Every entry below must be transcribed word for word, and the images must be left out.

[Material for this task]

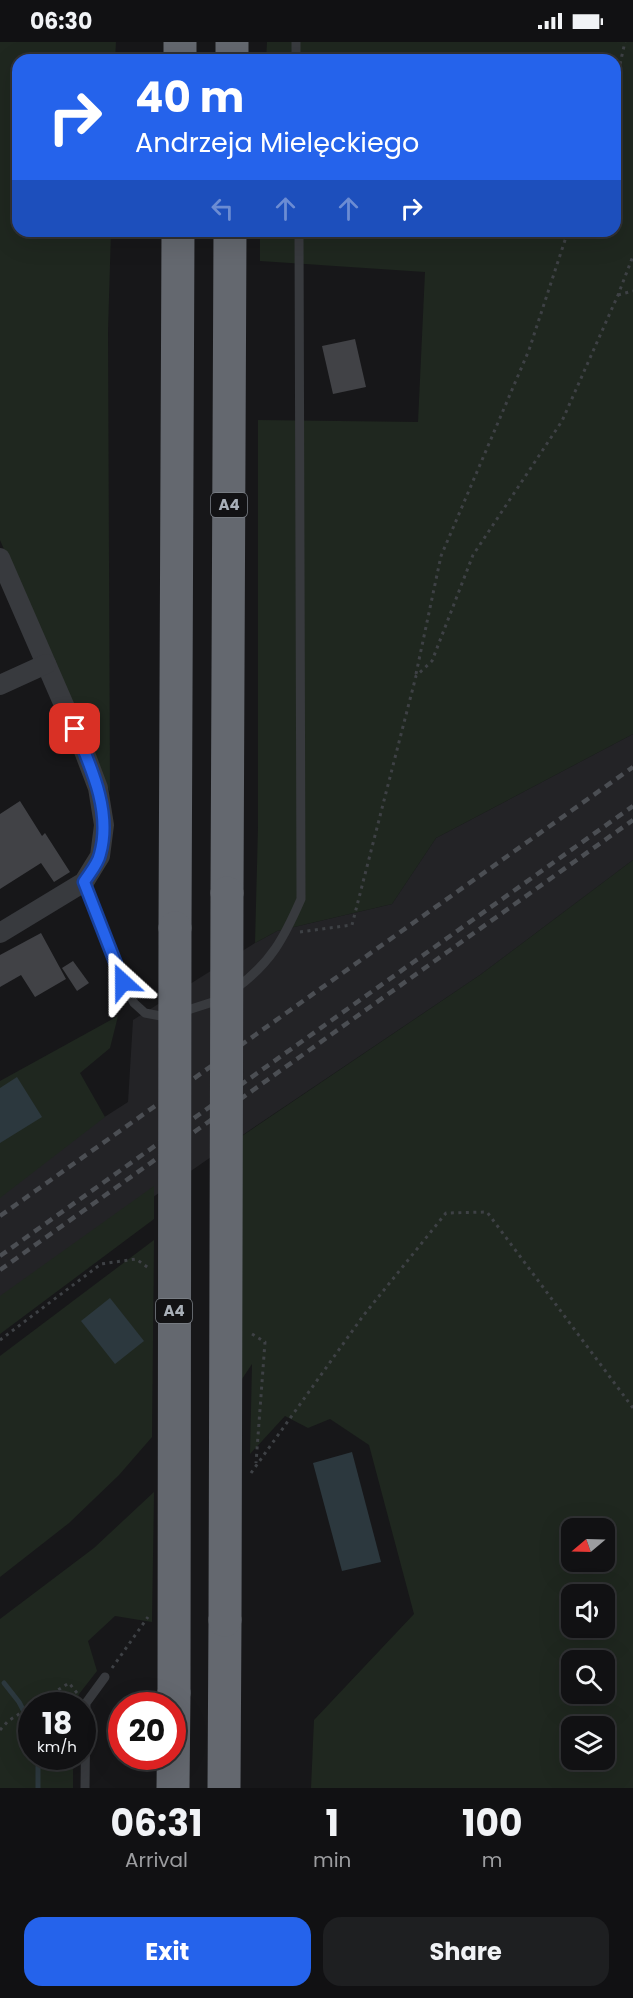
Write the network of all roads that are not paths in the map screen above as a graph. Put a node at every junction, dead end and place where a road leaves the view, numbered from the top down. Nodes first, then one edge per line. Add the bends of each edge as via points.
1 (178, 237) edge
2 (230, 237) edge
3 (299, 237) edge
4 (0, 558) edge
5 (46, 664) junction
6 (0, 686) edge
7 (84, 882) junction
8 (0, 933) edge
9 (105, 1677) dead end
10 (85, 1788) edge
11 (173, 1788) edge
12 (224, 1788) edge

1 - 11 highway, A4, bridge
2 - 12 highway, A4, bridge
3 - 7 lane via 301,899 286,934 250,978 216,1002 166,1017 146,1013 134,1003
4 - 5 street
5 - 6 street
5 - 7 street via 98,788 104,825 100,856
7 - 8 street
9 - 10 lane via 86,1703

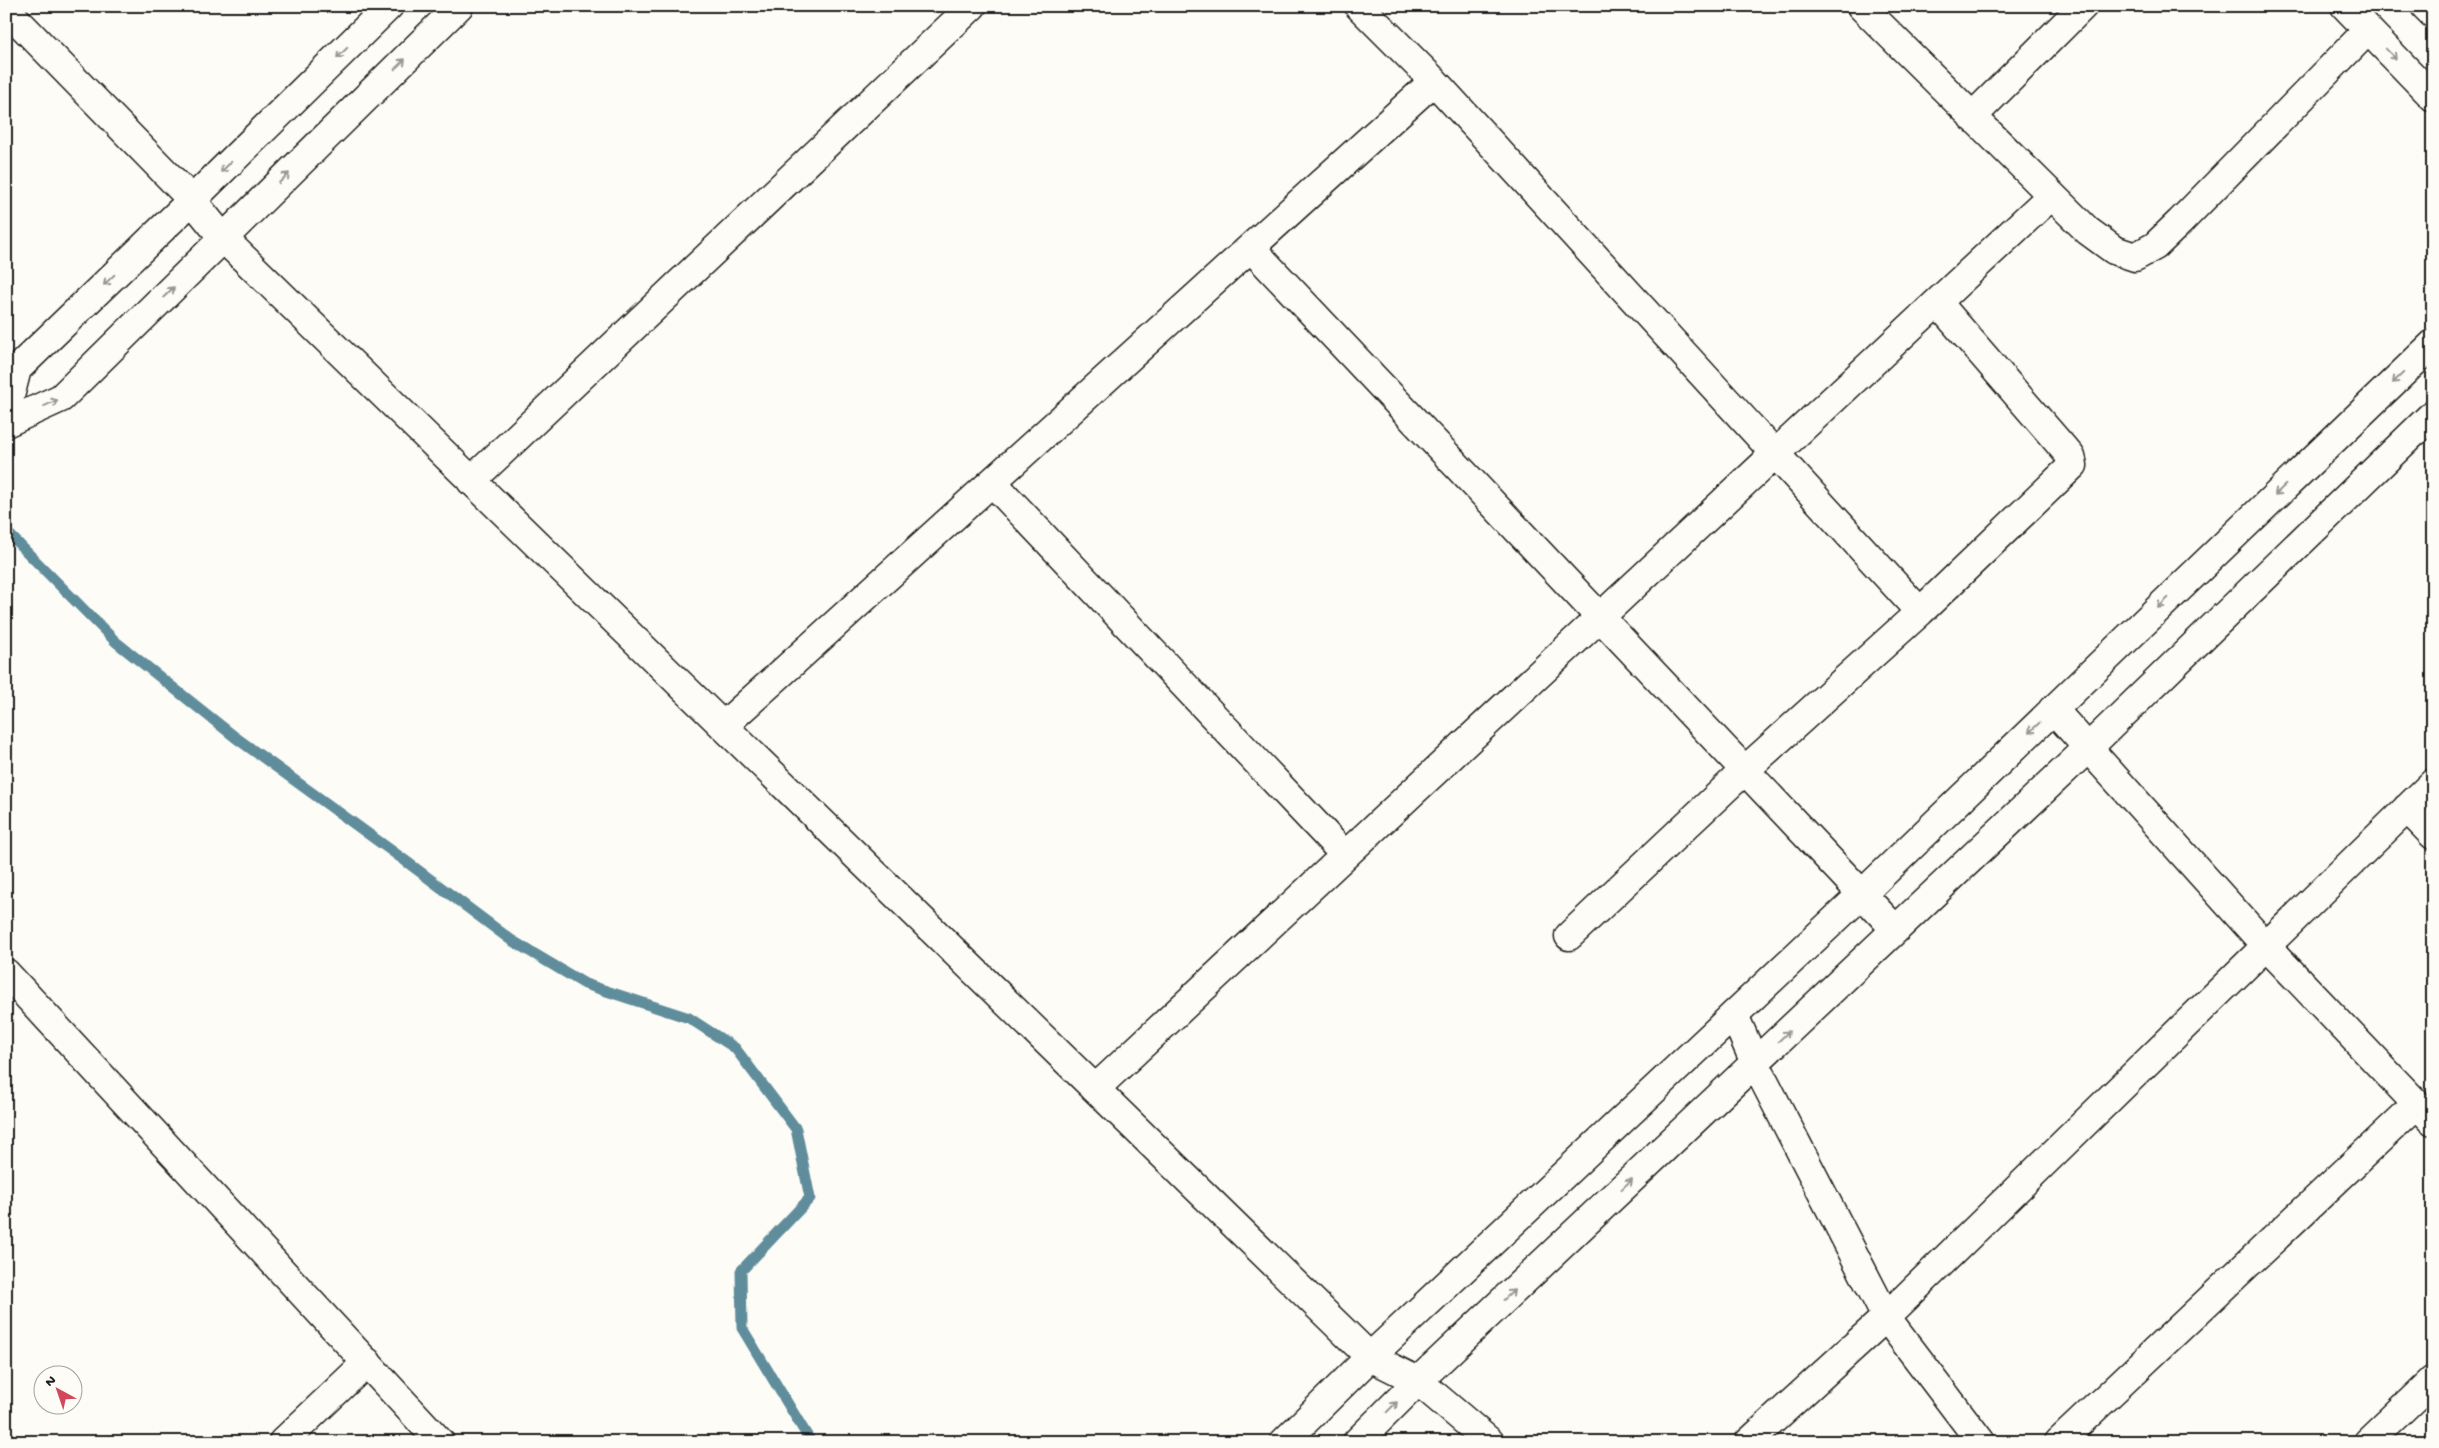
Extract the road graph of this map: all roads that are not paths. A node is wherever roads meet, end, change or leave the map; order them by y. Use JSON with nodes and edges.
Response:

[/Material for this task]

▶ **Your response**
Write the network of all roads that are not paths in the map screen above as a graph. Put a node at every junction, dead end and place where a road leaves the view, numbered from the top down. Nodes first, then one edge per line. Add the bends of each edge as via points.
1 (178, 237) edge
2 (230, 237) edge
3 (299, 237) edge
4 (0, 558) edge
5 (46, 664) junction
6 (0, 686) edge
7 (84, 882) junction
8 (0, 933) edge
9 (105, 1677) dead end
10 (85, 1788) edge
11 (173, 1788) edge
12 (224, 1788) edge

1 - 11 highway, A4, bridge
2 - 12 highway, A4, bridge
3 - 7 lane via 301,899 286,934 250,978 216,1002 166,1017 146,1013 134,1003
4 - 5 street
5 - 6 street
5 - 7 street via 98,788 104,825 100,856
7 - 8 street
9 - 10 lane via 86,1703

Extract the road graph of this map: all roads that are not paths. A node is wherever roads meet, end, change or leave the map; order them by y. Use JSON with nodes and edges.
Response:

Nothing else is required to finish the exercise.